- [PROBLEM REQUIREMENTS]
Tally the lines in the listing below that hold the string "junction", and reply with that tally alone.

[EXERCISE INPUT]

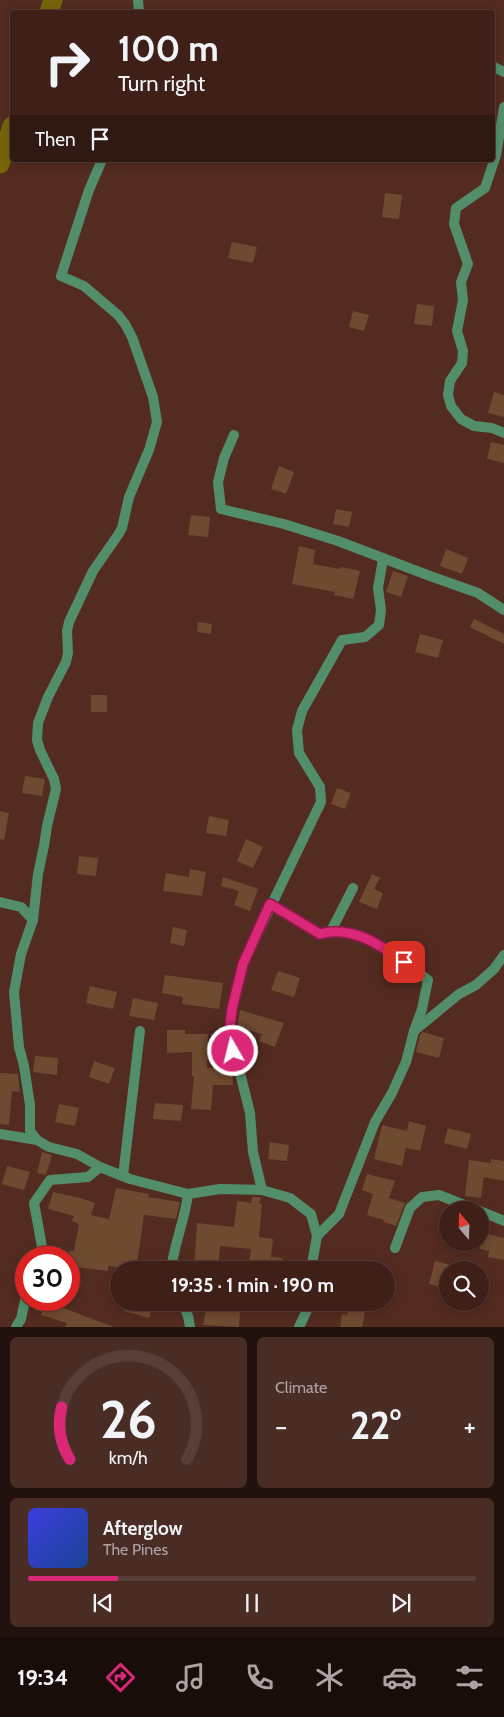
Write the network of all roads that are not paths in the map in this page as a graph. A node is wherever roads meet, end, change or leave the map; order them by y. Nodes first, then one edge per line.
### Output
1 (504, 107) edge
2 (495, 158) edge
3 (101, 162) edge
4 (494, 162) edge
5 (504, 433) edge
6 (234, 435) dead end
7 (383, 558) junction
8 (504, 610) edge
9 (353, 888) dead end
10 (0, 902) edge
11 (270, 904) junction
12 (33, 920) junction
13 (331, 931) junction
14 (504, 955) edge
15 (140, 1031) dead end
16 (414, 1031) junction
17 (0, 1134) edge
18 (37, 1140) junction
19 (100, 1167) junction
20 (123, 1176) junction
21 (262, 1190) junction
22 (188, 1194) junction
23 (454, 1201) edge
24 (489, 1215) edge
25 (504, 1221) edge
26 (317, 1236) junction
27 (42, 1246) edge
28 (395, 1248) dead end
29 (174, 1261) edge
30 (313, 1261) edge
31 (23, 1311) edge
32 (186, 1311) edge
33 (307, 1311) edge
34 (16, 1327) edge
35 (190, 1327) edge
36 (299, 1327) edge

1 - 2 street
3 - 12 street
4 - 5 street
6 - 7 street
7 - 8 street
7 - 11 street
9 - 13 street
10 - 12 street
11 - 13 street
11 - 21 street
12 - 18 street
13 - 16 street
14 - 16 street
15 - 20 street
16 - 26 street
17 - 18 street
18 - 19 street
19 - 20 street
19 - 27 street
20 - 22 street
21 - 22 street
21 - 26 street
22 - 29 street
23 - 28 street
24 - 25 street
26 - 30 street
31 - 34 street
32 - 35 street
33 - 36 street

[/EXERCISE INPUT]

- [TASK RESULT]
11